→ **Required action**
Filter the entries beneath this task, copying only the lines that hold the word "document".

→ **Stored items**

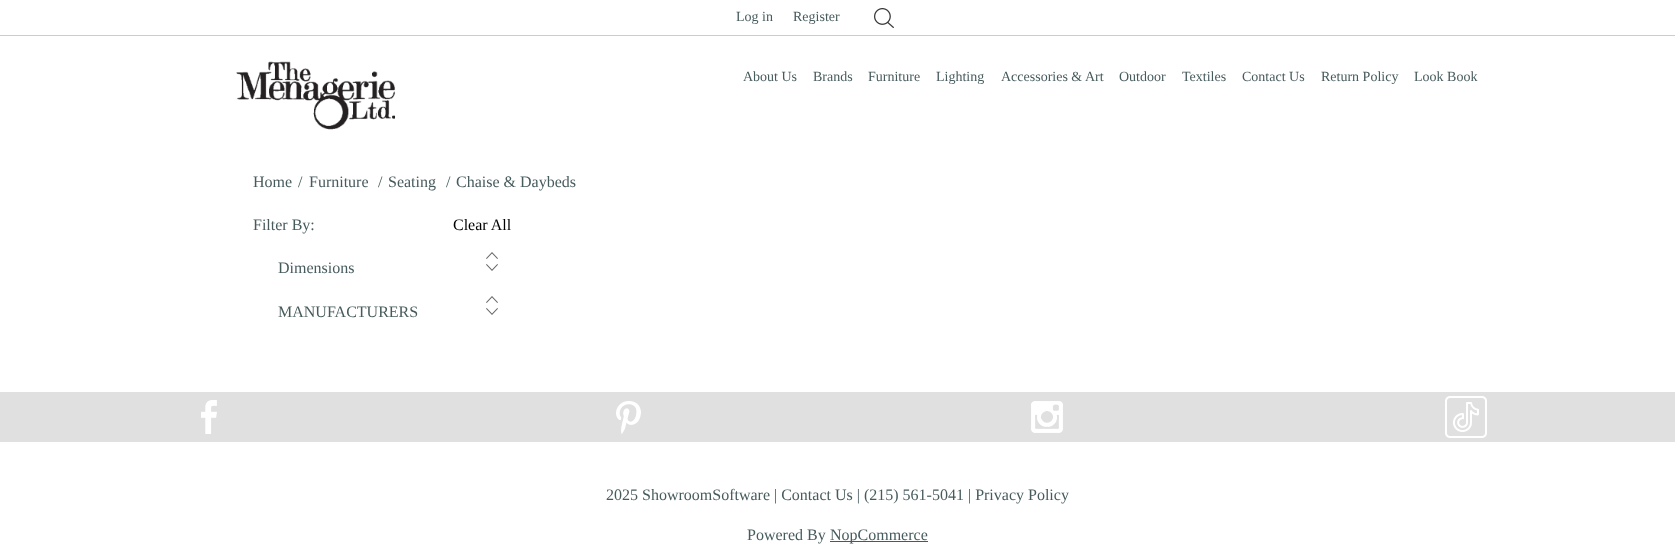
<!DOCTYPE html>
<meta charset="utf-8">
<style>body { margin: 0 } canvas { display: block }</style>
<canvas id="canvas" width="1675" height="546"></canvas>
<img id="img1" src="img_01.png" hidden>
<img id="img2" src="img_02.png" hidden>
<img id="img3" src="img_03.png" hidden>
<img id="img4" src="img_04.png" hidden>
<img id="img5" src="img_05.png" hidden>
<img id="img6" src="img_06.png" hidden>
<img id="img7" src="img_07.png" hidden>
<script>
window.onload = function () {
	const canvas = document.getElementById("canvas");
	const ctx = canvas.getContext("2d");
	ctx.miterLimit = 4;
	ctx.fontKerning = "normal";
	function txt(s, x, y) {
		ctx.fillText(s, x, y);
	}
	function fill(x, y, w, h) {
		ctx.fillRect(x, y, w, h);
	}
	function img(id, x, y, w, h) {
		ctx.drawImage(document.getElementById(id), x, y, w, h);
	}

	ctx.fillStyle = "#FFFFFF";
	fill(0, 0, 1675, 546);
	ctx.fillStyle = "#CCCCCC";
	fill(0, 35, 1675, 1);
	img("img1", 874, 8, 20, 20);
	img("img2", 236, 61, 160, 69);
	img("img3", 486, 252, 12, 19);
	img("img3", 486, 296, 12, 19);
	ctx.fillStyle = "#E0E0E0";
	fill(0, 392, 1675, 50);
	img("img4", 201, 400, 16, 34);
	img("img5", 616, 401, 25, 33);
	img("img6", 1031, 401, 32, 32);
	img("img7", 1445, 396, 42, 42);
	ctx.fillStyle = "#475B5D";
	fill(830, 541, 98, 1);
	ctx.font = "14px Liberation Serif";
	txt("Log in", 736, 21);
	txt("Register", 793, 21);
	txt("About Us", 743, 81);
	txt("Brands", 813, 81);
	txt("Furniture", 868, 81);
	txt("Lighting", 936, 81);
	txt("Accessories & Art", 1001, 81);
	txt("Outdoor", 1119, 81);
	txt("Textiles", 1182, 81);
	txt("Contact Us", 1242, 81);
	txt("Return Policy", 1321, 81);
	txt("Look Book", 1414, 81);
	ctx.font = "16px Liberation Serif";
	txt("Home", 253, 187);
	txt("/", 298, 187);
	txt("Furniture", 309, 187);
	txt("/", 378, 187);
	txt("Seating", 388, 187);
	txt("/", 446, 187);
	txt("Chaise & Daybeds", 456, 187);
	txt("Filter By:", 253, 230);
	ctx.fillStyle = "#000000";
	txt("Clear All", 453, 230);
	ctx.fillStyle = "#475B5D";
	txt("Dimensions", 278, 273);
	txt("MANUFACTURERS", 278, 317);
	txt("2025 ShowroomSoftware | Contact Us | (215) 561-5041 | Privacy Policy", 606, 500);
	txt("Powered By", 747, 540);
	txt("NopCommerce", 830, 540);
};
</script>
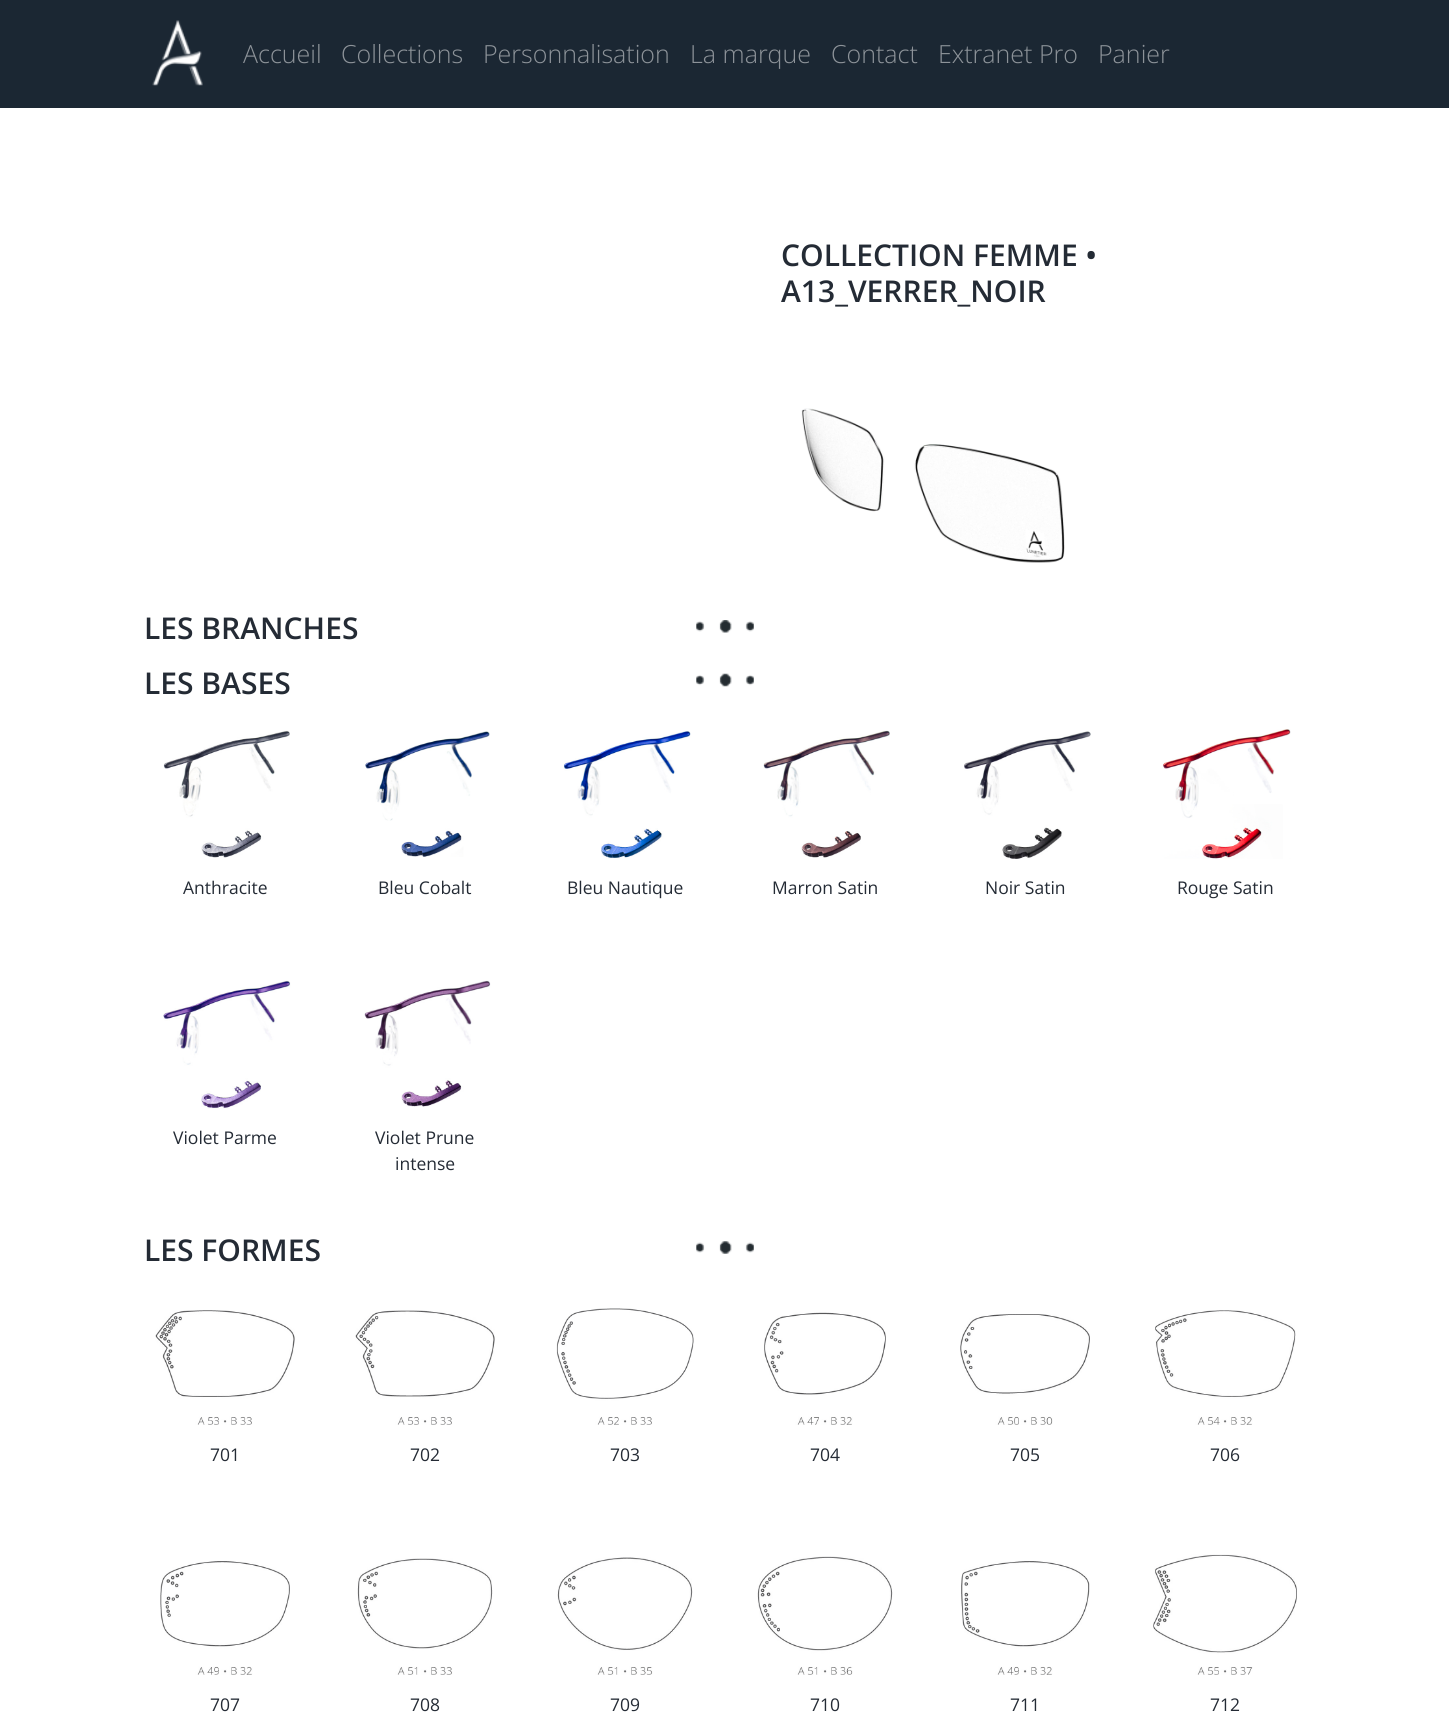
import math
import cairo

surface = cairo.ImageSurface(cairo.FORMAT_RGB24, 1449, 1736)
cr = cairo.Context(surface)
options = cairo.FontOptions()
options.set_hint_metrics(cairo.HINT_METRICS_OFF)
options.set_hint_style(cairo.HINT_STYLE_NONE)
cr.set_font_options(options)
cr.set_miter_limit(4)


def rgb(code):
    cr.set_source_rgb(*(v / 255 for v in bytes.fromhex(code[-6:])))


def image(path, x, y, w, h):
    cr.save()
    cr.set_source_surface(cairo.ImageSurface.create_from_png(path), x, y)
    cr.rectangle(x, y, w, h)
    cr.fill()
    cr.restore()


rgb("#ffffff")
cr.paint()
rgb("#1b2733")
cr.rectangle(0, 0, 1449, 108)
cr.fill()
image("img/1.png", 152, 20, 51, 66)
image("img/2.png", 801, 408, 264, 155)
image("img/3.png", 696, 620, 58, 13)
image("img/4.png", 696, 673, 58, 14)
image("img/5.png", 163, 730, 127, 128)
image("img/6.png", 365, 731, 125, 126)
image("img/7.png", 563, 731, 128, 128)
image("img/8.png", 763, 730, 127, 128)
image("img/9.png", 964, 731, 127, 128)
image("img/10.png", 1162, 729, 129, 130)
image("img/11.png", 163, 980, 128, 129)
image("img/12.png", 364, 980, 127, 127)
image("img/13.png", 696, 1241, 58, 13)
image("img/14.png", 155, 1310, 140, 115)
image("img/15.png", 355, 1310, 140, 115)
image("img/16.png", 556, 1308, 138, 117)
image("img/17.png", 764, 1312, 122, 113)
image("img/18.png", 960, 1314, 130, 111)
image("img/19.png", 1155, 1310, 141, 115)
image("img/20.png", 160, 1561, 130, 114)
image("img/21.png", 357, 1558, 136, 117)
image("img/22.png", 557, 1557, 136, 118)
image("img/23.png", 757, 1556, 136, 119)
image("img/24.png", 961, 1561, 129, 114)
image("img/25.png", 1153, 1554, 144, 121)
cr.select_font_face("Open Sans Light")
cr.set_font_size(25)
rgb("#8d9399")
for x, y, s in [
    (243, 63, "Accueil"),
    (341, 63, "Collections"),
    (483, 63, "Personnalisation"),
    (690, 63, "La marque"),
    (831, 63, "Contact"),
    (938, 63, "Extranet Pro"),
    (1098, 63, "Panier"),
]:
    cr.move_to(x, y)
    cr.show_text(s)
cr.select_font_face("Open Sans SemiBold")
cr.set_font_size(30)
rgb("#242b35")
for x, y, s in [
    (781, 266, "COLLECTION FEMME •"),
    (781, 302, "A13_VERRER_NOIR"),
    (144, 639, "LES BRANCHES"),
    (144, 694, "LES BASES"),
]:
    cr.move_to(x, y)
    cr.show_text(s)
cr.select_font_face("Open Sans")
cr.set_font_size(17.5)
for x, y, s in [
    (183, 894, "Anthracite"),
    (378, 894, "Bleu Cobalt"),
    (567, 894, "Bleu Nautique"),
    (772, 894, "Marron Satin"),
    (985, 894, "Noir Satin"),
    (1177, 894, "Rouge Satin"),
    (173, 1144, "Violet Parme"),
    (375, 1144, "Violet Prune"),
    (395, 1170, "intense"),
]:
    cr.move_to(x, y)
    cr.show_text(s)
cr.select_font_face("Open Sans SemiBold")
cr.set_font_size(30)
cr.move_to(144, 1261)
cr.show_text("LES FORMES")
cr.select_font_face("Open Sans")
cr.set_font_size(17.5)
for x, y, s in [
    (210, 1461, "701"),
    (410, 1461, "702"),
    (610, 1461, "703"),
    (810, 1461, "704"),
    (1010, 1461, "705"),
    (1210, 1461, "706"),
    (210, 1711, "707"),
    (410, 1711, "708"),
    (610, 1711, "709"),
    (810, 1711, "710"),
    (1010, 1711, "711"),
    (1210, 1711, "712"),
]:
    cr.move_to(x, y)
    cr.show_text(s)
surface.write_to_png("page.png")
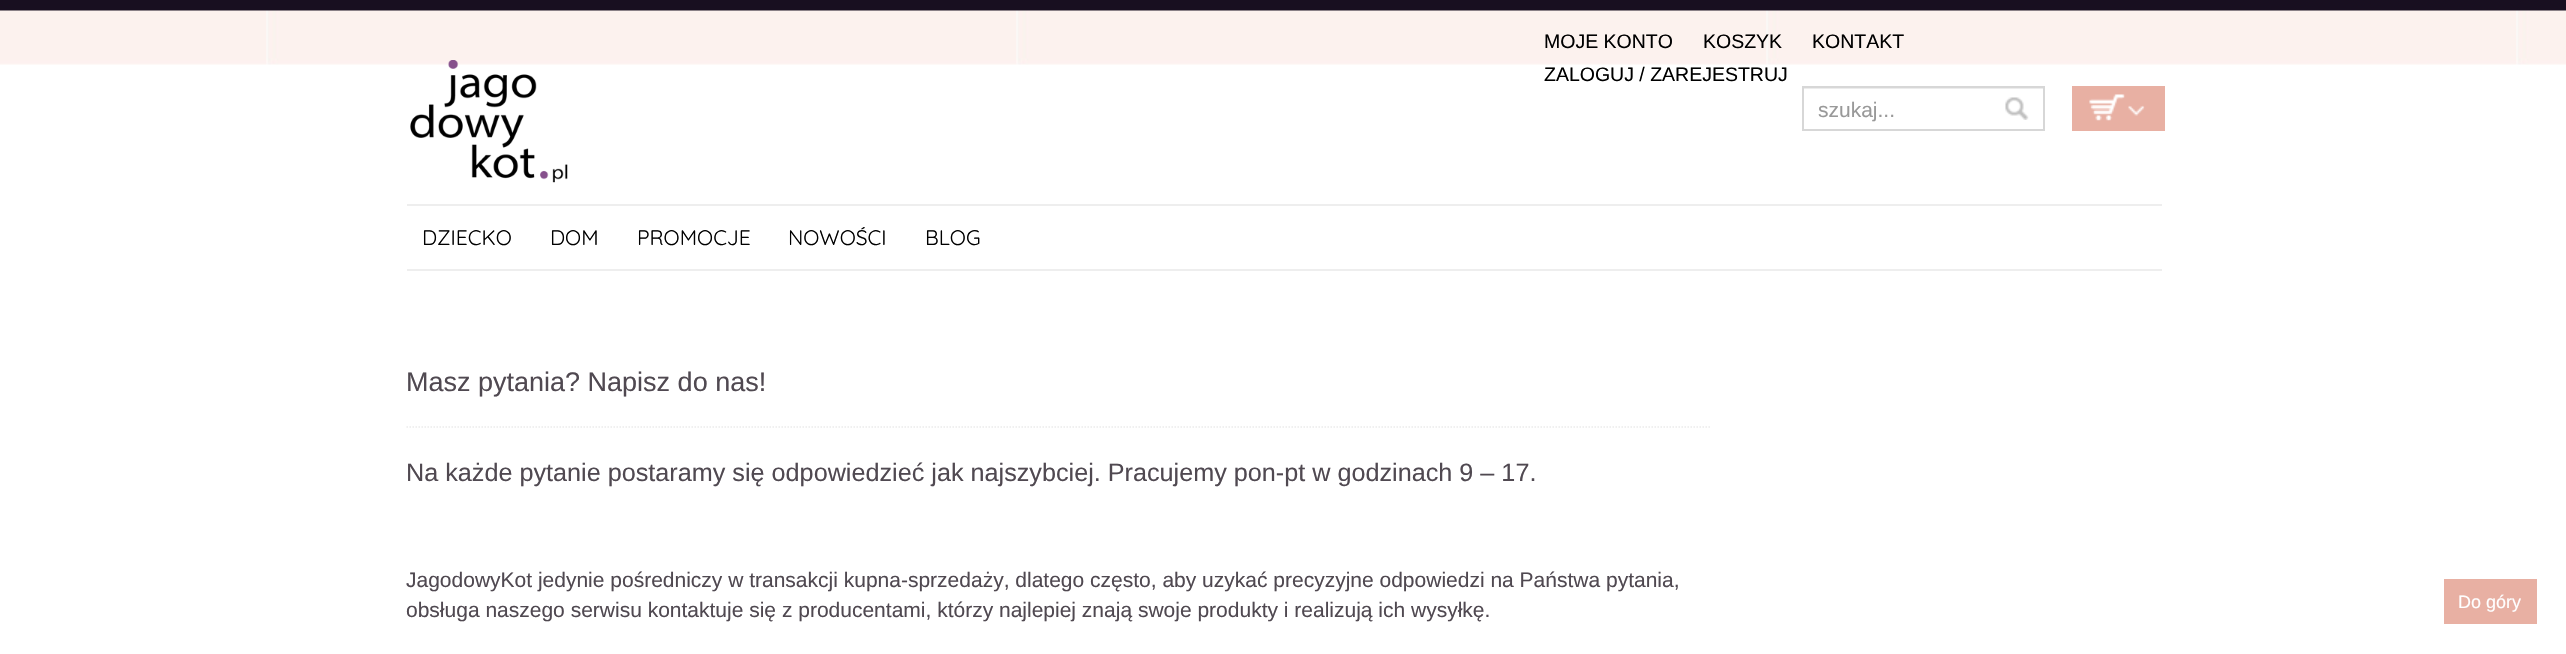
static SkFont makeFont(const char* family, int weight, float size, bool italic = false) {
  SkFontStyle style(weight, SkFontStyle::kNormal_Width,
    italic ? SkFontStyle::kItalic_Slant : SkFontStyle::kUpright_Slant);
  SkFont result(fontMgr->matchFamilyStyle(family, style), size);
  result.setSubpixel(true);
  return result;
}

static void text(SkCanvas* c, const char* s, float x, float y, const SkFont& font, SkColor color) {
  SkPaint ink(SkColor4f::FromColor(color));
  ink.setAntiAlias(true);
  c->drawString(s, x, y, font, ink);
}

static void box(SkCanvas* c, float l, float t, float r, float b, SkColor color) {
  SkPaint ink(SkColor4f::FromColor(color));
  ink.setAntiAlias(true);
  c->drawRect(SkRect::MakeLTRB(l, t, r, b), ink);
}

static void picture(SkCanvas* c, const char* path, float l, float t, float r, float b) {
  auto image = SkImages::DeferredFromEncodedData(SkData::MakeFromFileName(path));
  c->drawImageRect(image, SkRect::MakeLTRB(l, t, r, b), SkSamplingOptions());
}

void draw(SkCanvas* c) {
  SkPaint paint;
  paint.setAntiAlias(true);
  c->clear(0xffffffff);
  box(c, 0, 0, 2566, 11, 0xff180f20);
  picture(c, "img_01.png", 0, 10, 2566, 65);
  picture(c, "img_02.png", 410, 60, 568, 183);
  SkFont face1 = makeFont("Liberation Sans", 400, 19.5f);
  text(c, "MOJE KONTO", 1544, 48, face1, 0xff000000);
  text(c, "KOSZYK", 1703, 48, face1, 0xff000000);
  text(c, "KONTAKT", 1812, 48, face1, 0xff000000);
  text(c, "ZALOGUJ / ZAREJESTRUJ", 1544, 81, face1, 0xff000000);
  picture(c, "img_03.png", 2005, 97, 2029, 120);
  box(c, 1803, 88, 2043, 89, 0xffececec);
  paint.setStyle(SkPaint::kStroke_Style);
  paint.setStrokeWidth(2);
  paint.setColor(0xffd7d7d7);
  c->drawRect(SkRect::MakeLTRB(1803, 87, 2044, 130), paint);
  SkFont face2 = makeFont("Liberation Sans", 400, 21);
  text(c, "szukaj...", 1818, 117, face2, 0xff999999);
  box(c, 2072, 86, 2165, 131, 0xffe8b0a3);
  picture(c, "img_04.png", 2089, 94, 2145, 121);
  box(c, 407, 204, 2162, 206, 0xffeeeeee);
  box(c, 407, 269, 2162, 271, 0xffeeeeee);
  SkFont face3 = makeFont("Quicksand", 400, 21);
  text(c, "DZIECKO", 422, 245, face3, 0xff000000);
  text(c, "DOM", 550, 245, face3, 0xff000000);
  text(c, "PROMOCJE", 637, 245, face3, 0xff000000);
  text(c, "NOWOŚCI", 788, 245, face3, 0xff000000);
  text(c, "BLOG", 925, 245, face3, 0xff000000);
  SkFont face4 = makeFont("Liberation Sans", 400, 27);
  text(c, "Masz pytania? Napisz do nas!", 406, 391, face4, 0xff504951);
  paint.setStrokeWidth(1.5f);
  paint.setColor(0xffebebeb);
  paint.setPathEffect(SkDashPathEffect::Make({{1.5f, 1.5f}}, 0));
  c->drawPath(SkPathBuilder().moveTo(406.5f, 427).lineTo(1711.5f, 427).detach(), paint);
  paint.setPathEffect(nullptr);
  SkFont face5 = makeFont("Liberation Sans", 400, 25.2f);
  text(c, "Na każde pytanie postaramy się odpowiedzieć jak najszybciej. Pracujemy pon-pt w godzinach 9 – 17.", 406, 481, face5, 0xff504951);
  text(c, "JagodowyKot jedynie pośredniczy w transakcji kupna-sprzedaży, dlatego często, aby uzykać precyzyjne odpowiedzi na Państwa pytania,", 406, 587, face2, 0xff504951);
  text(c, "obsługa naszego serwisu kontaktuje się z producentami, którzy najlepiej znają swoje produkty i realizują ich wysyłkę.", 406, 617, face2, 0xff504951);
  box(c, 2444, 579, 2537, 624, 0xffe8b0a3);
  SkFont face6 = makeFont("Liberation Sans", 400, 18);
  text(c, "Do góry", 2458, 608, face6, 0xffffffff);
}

→ **Exercise result**
	const canvas = document.getElementById("canvas");
		ctx.drawImage(document.getElementById(id), x, y, w, h);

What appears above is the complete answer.